Custom Kill-a-Watt Power Meter
Create your own personal power monitor. Using a recent MAKE magazine article, I put this together in a weekend. A customized Kill-a-Watt meter uses XBee radios to send power data to a computer and then to the Web.
The Kill-a-Watt is a small device that plugs in to any standard household outlet and provides power data for any connected device. Each Kill-a-Watt can accept up to a 15-amp load.
The MaxStream XBee radio modems manufactured by Digi allow wireless communication from the Kill-a-Watt meter to a laptop computer. The image below shows an XBee mounted to a break-out board so that it can connect to a laptop via a USB-to-TTL serial connection:
How it works
The transmitting XBee resides inside the Kill-a-Watt case and connects to the op amp inside the Kill-a-Watt. The XBee receives the op amp's signals and then broadcasts the data every two seconds to the receiver XBee connected to the laptop via USB. A Python script reads the data from the XBee and logs it to a csv file. In addition, the Python script can generate a real-time graph of the power data from the connected load. Below is a screenshot of the display showing the two-second update of the power data and the graphing utility while there was a load connected:
Most of the assembly was easy to accomplish, however, there is a lot of soldering required. The most challenging soldering was getting the XBee radio soldered to the tiny op amp on the Kill-a-Watt. In all, this project took around 5 hours to complete. I finished it on a Saturday.

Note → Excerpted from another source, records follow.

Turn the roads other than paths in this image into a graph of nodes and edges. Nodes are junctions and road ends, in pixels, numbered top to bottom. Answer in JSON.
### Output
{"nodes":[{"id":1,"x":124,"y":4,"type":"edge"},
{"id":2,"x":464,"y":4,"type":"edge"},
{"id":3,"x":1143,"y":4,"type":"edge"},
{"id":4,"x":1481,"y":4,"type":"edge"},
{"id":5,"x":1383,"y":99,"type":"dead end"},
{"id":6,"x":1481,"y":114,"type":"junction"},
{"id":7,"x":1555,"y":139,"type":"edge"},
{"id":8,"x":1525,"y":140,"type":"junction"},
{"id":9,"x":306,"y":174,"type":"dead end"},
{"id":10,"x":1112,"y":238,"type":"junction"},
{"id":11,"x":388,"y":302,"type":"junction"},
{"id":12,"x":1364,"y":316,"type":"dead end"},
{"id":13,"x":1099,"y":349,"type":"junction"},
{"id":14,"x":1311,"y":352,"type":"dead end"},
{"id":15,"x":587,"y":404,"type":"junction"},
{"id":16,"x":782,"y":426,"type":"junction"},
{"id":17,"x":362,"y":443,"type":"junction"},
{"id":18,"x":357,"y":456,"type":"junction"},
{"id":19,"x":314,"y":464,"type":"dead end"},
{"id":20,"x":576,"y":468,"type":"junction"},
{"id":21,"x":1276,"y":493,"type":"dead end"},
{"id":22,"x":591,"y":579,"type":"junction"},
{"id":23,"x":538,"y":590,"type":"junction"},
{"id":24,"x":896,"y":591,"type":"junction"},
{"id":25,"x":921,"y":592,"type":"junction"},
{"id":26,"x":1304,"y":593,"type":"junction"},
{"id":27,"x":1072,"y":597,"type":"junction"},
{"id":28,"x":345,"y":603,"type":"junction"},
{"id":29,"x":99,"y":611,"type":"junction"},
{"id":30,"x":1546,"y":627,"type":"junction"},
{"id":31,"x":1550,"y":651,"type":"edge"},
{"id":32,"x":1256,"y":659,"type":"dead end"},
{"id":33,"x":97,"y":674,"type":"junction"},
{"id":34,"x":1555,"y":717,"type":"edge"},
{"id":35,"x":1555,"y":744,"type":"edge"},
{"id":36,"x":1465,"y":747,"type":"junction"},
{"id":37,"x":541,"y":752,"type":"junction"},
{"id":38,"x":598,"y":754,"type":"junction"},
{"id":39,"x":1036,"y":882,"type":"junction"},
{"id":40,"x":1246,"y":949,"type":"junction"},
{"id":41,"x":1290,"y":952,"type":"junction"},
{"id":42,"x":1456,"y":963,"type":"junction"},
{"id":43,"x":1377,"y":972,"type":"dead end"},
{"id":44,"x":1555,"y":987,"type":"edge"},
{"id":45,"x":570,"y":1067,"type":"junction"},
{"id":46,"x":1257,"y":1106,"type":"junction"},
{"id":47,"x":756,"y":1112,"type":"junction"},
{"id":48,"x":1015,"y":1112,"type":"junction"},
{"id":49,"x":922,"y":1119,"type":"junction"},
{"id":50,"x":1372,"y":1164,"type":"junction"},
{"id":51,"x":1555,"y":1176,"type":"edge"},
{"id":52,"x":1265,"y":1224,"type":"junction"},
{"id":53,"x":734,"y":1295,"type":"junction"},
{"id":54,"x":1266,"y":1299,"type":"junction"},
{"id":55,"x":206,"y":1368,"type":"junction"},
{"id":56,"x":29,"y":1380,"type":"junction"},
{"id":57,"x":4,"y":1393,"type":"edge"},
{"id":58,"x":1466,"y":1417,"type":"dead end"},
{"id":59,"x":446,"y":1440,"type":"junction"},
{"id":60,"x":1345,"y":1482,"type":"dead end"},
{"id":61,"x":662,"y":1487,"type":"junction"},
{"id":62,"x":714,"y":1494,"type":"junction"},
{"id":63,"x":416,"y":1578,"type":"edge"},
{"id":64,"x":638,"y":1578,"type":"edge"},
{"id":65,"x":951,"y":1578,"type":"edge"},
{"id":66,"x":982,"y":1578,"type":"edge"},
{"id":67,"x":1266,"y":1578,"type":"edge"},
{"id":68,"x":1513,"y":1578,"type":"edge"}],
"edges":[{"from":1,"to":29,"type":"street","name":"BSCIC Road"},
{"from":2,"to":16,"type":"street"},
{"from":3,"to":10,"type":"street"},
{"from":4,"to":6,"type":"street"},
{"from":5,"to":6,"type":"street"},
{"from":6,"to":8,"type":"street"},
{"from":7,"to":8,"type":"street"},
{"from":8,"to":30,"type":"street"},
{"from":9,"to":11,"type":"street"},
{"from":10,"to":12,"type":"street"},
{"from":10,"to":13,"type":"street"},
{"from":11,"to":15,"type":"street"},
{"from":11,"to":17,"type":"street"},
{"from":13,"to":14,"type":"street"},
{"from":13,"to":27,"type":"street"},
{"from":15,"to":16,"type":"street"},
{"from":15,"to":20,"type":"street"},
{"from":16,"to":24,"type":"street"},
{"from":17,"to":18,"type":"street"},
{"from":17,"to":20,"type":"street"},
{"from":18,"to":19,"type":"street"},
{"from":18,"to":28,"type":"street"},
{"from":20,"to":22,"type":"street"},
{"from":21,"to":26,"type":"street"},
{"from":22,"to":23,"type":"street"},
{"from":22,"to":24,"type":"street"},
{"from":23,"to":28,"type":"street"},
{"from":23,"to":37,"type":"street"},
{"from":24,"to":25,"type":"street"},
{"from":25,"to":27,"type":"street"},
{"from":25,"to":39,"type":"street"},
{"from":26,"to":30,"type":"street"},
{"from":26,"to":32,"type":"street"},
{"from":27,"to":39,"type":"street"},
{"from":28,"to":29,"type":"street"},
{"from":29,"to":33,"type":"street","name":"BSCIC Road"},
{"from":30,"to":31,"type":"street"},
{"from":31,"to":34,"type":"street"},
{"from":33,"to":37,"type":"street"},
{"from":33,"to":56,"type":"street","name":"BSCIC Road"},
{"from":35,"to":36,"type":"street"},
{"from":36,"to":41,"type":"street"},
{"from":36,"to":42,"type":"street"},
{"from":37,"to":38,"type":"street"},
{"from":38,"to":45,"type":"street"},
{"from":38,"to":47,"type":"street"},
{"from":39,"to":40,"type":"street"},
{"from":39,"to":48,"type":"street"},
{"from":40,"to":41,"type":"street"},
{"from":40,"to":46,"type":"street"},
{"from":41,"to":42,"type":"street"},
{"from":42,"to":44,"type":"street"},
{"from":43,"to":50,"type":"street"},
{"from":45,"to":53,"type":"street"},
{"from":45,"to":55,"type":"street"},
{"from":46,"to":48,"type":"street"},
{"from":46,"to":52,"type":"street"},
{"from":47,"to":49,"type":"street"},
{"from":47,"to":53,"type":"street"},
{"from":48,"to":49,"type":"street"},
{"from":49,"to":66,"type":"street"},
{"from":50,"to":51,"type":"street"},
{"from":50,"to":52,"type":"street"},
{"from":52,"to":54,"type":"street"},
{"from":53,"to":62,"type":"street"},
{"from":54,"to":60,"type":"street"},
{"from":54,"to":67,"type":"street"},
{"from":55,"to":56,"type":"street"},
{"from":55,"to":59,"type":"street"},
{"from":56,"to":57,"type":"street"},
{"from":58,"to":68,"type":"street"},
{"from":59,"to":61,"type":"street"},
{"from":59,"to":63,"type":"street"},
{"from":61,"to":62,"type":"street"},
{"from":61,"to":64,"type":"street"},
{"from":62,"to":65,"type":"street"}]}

The Python script has an option to Tweet the power data. You can see the current power data for my outlet at Twitter @WattBird
Currently, I only have one Kill-a-Watt, monitoring one surge protector on an outlet. I am going to purchase additional Kill-a-Watts to monitor my other existing power outlets. Since the XBee radios use the ZigBee protocol, adding additional modules is trivial. I also plan to build a robust website with power meter information and database storage for trending. I already incorporated a Carbon Footprint calculation and cost calculation. I plan to add web-based graphing and reporting utilities once I set up additional Kill-a-Watts.